ABSTRACT
Cell-specific microRNA (miRNA) expression estimates are important in characterizing the localization of miRNA signaling within tissues. Much of this data is obtained from cultured cells, a process known to significantly alter miRNA expression levels. Thus, our knowledge of in vivo cell miRNA expression estimates is poor. We previously demonstrated expression microdissection-miRNA-sequencing (xMD-miRNA-seq) as a means to acquire in vivo estimates, directly from formalin fixed tissues, albeit with limited yield.
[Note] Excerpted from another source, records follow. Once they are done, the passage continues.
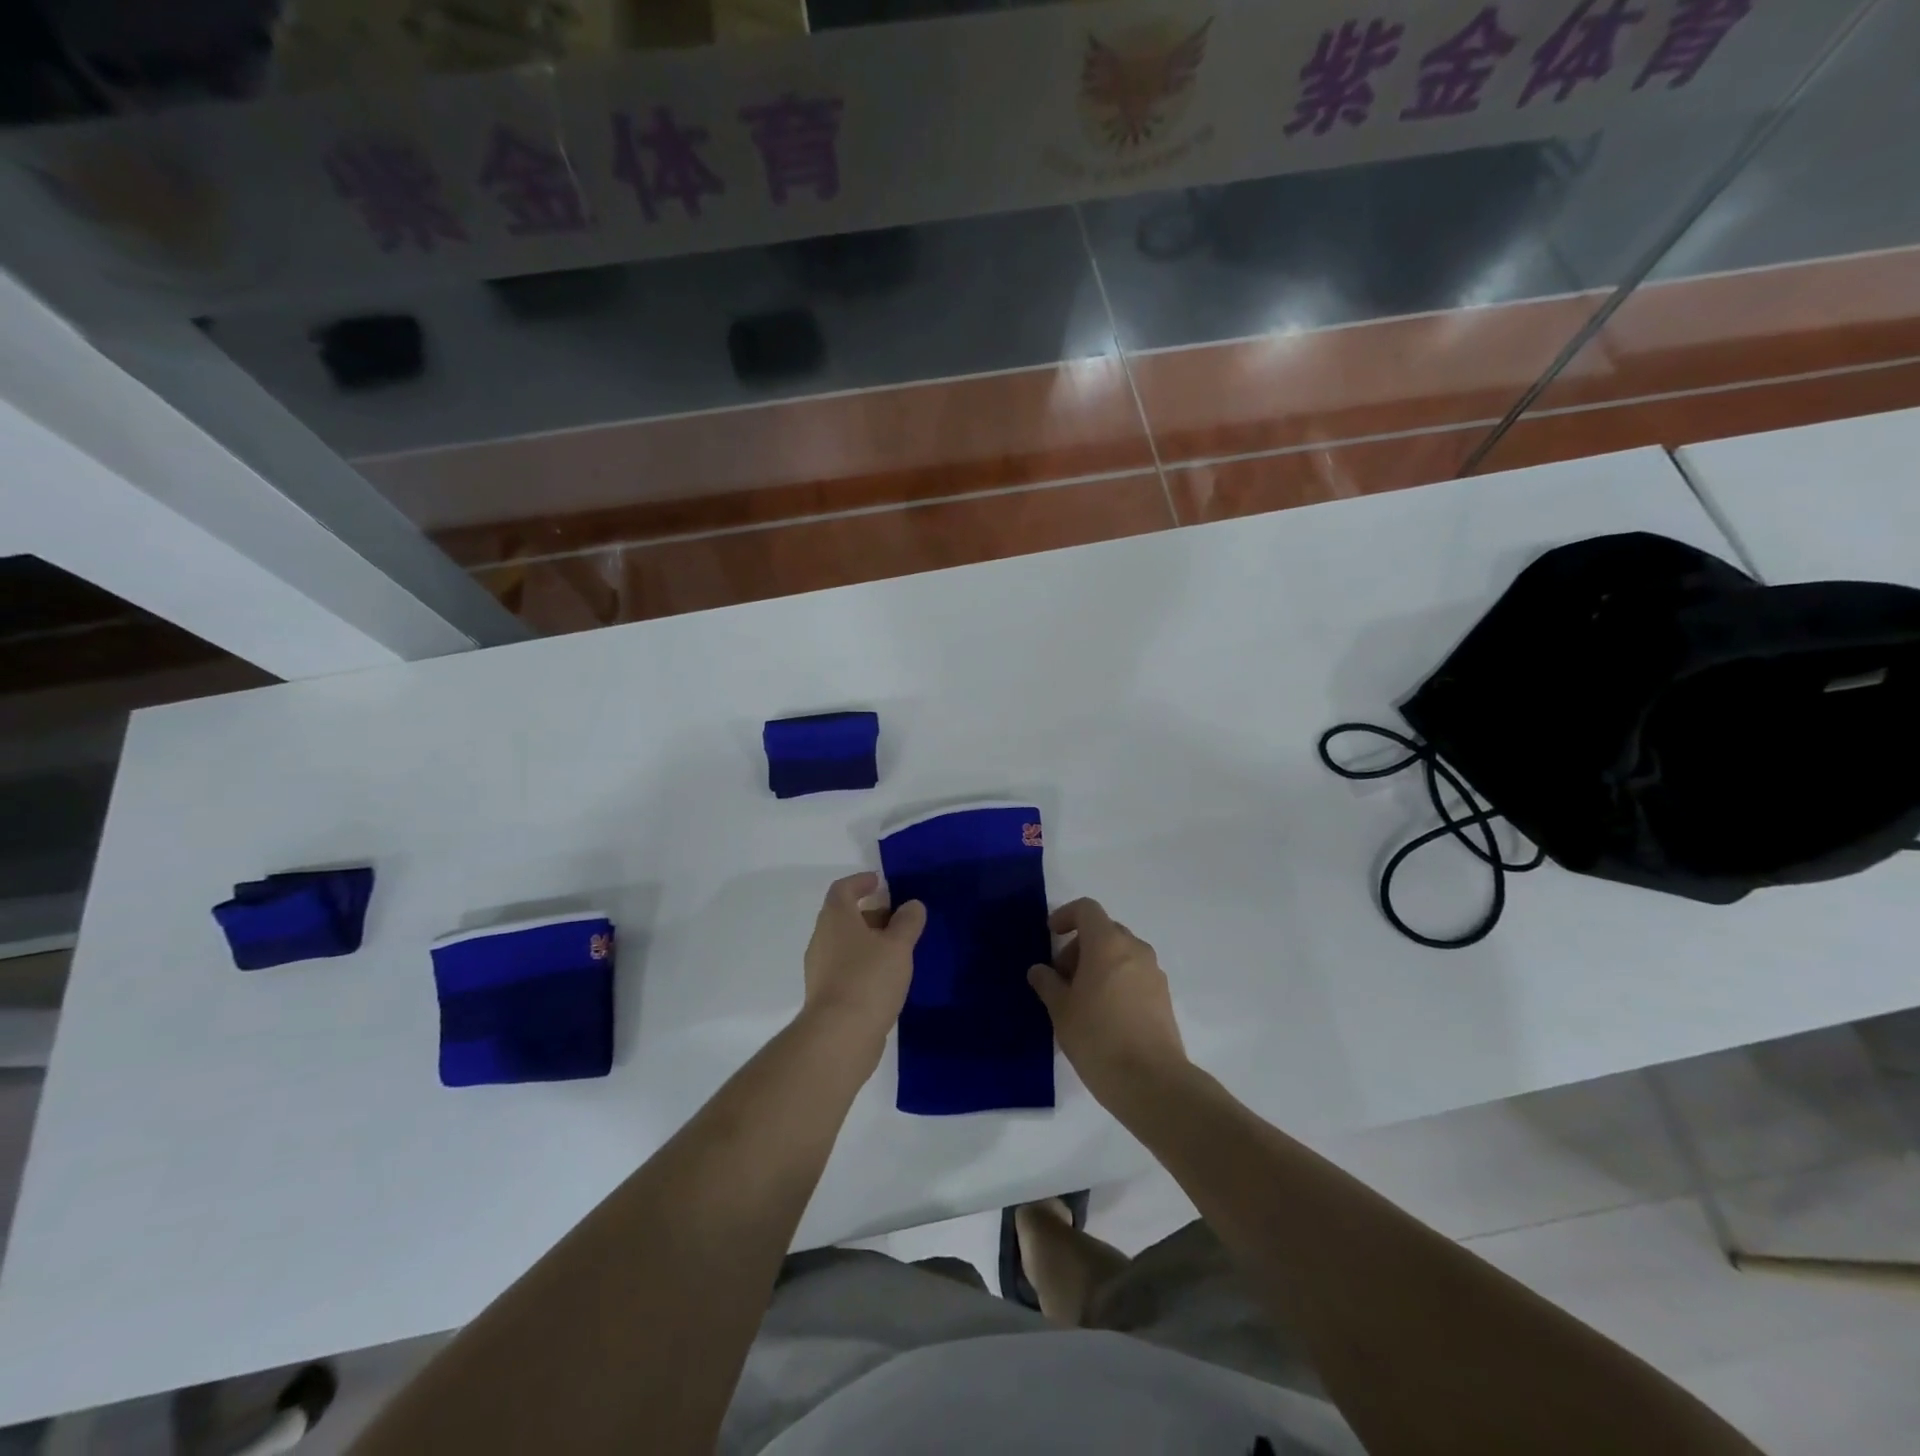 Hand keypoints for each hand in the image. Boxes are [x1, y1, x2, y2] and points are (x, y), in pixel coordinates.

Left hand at [801, 873, 924, 1060]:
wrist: (839, 1036)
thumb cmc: (868, 979)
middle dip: (870, 913)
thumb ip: (908, 923)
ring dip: (868, 940)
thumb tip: (912, 905)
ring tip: (897, 948)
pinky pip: (845, 967)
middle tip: (897, 917)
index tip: (879, 882)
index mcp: (836, 918)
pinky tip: (885, 977)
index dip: (860, 882)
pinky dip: (863, 963)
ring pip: (845, 943)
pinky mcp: (825, 994)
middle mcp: (822, 938)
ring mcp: (820, 968)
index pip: (843, 889)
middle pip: (843, 916)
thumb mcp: (898, 946)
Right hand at [1028, 898, 1187, 1108]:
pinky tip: (1103, 1013)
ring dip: (1098, 964)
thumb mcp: (1061, 1010)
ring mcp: (1153, 972)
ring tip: (1080, 999)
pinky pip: (1134, 973)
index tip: (1051, 936)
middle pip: (1104, 931)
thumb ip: (1047, 983)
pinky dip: (1116, 979)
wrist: (1152, 1082)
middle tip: (1061, 978)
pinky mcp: (1163, 996)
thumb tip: (1039, 970)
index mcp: (1107, 944)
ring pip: (1120, 953)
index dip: (1066, 916)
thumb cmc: (1098, 1038)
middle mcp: (1134, 949)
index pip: (1087, 909)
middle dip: (1079, 946) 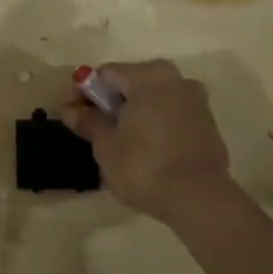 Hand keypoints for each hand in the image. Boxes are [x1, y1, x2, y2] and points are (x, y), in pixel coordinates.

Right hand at [62, 60, 233, 222]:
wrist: (199, 199)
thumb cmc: (144, 166)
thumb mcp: (106, 145)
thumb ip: (87, 121)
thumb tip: (70, 110)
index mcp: (149, 76)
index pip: (105, 74)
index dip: (81, 91)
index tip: (66, 112)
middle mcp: (175, 79)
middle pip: (130, 82)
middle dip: (106, 101)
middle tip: (86, 124)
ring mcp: (195, 100)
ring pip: (151, 98)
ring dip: (129, 111)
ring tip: (112, 137)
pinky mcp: (206, 123)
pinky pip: (169, 113)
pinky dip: (150, 122)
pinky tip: (139, 145) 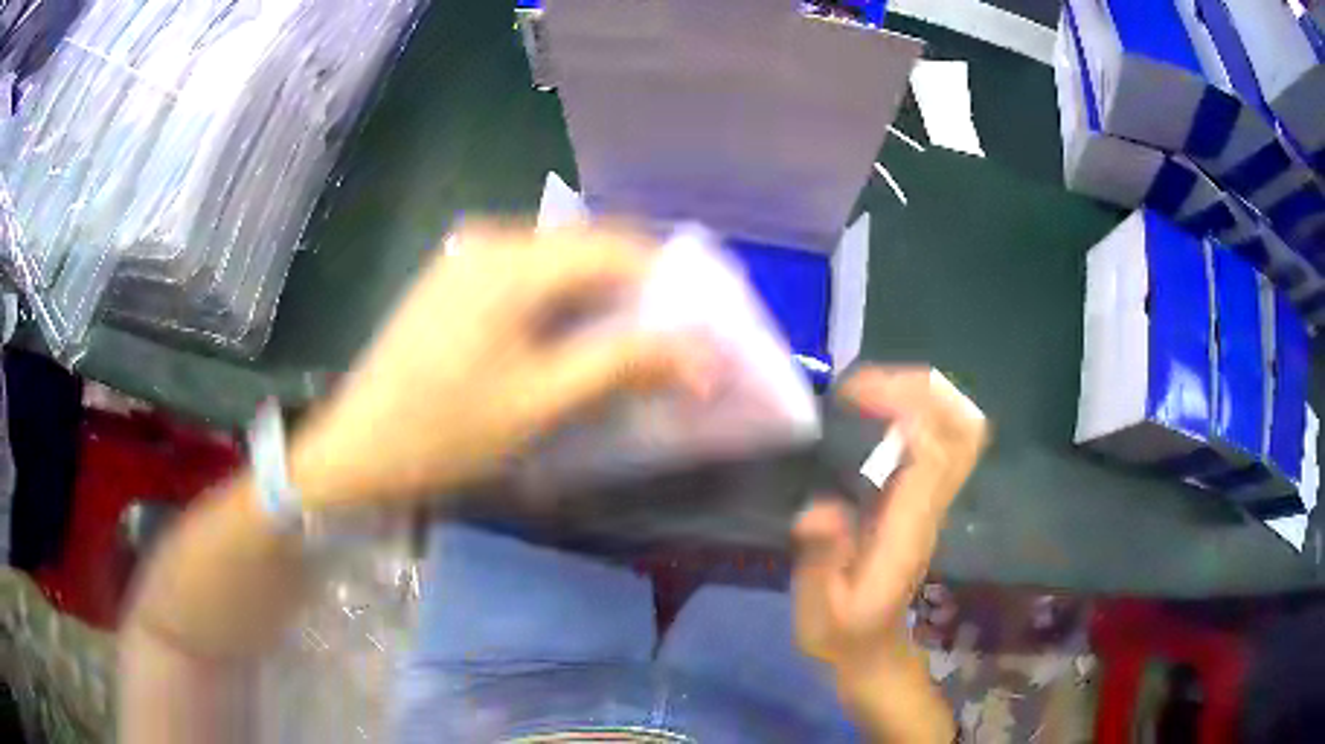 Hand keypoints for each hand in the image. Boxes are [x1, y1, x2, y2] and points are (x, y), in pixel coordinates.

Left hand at [291, 224, 704, 509]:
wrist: (356, 449)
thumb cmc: (445, 432)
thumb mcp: (540, 403)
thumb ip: (623, 365)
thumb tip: (703, 357)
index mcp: (511, 263)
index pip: (615, 248)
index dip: (667, 285)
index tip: (697, 330)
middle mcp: (490, 239)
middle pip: (587, 248)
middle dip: (636, 292)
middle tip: (667, 343)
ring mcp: (465, 255)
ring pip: (558, 261)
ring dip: (599, 297)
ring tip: (625, 347)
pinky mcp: (453, 278)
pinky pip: (526, 274)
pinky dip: (561, 300)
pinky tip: (567, 339)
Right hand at [793, 366, 986, 680]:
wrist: (871, 652)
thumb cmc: (842, 633)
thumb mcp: (820, 612)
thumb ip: (822, 562)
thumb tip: (818, 509)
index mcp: (909, 527)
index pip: (934, 449)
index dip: (904, 405)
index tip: (851, 394)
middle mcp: (931, 504)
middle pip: (962, 427)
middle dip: (922, 389)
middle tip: (865, 384)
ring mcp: (933, 500)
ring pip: (958, 428)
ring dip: (920, 395)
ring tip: (866, 392)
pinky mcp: (923, 499)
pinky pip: (938, 439)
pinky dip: (914, 411)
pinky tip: (872, 413) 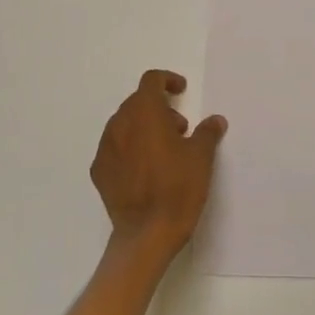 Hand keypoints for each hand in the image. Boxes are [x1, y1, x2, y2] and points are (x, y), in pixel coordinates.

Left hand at [91, 70, 226, 263]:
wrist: (147, 234)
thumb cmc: (178, 188)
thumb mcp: (201, 157)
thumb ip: (207, 132)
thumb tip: (215, 121)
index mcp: (144, 113)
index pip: (150, 81)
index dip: (167, 80)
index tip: (181, 91)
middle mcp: (119, 125)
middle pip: (137, 102)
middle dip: (159, 108)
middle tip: (180, 128)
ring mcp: (105, 149)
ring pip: (124, 125)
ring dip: (144, 127)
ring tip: (166, 150)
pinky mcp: (99, 172)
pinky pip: (115, 148)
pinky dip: (131, 148)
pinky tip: (146, 169) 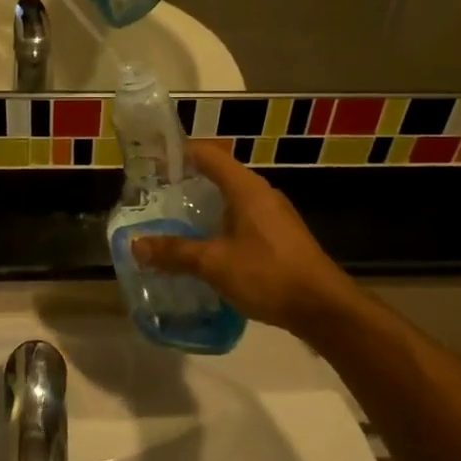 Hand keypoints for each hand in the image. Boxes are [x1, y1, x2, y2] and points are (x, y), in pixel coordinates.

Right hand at [134, 143, 363, 336]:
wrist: (324, 308)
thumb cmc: (268, 274)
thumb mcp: (215, 263)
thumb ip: (175, 252)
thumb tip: (136, 245)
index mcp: (246, 188)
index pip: (208, 154)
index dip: (180, 152)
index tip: (153, 163)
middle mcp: (261, 194)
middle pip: (219, 177)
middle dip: (186, 185)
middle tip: (155, 199)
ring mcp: (274, 216)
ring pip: (231, 202)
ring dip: (203, 210)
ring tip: (174, 226)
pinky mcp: (280, 238)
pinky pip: (242, 222)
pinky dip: (220, 228)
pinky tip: (206, 252) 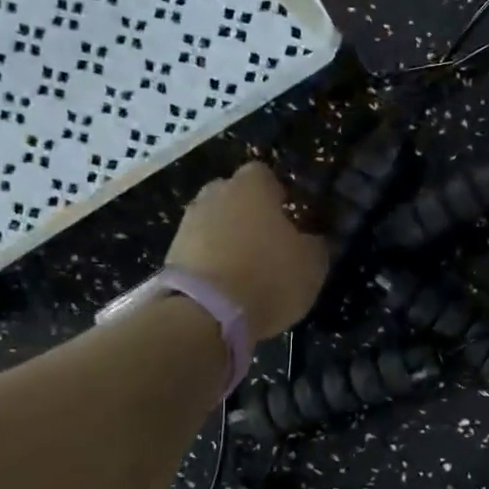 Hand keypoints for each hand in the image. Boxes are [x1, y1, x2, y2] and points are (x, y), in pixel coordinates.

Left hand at [166, 162, 328, 339]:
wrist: (206, 313)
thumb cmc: (269, 277)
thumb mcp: (312, 264)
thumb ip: (315, 244)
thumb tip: (312, 239)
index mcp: (252, 186)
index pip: (265, 175)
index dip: (278, 195)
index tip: (290, 218)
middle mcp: (215, 194)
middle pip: (235, 196)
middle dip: (249, 214)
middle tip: (268, 242)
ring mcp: (188, 222)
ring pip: (215, 222)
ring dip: (228, 239)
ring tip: (247, 269)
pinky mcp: (172, 253)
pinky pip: (200, 249)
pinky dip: (212, 261)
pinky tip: (227, 285) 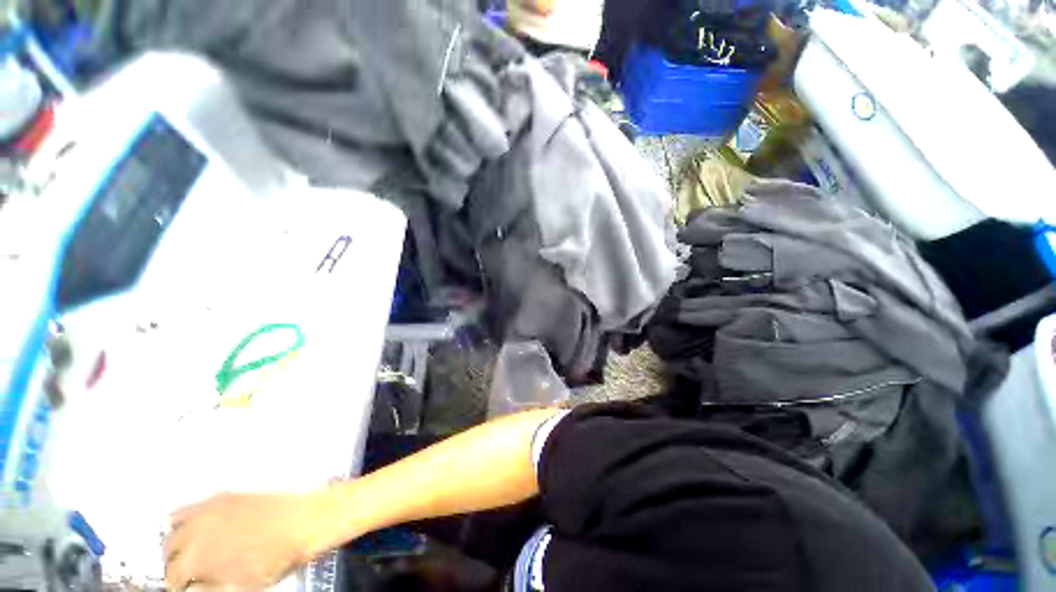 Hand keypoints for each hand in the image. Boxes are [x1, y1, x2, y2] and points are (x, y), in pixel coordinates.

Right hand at [164, 492, 328, 590]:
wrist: (305, 522)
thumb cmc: (277, 556)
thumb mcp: (236, 587)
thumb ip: (205, 589)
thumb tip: (191, 588)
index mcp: (195, 557)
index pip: (171, 578)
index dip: (179, 586)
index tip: (184, 587)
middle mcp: (195, 529)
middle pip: (168, 550)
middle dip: (175, 563)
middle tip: (186, 572)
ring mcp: (209, 508)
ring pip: (173, 526)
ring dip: (177, 540)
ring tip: (188, 550)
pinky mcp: (224, 496)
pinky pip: (193, 507)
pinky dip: (187, 519)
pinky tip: (198, 528) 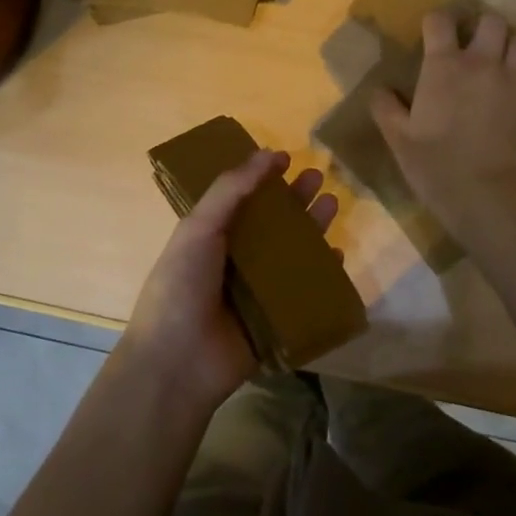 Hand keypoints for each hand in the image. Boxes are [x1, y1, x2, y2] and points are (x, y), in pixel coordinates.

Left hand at [120, 148, 338, 412]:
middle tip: (318, 176)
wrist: (179, 362)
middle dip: (295, 199)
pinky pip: (304, 291)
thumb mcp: (199, 228)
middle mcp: (235, 259)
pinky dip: (322, 273)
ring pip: (291, 252)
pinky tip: (337, 255)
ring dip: (312, 228)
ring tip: (333, 204)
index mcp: (210, 236)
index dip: (262, 177)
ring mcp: (256, 290)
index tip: (285, 158)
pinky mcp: (276, 318)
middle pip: (272, 222)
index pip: (241, 199)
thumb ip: (231, 190)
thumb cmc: (181, 286)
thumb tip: (266, 153)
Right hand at [370, 10, 515, 227]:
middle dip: (480, 25)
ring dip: (506, 43)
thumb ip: (386, 108)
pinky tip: (507, 85)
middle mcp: (480, 62)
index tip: (429, 33)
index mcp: (444, 65)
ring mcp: (508, 79)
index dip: (434, 22)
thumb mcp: (398, 136)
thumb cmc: (434, 160)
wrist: (482, 190)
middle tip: (469, 43)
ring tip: (494, 58)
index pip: (440, 21)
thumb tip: (380, 90)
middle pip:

Here we optimized each step of the xMD process including tissue retrieval, tissue transfer, film preparation, and RNA isolation to increase RNA yields and ultimately show strong enrichment for in vivo miRNA expression by qPCR array. These method improvements, including the development of a non-crosslinked ethylene vinyl acetate (EVA) membrane, resulted in a 23-45 fold increase in miRNA yield, depending on cell type. By qPCR, miR-200a was increased 14-fold in xMD-derived small intestine epithelial cells, with a concurrent 336-fold reduction in miR-143, relative to the matched non-dissected duodenal tissue. xMD is now an optimized method to obtain robust in vivo miRNA expression estimates from cells.
Competing Interest Statement
The authors have declared no competing interest.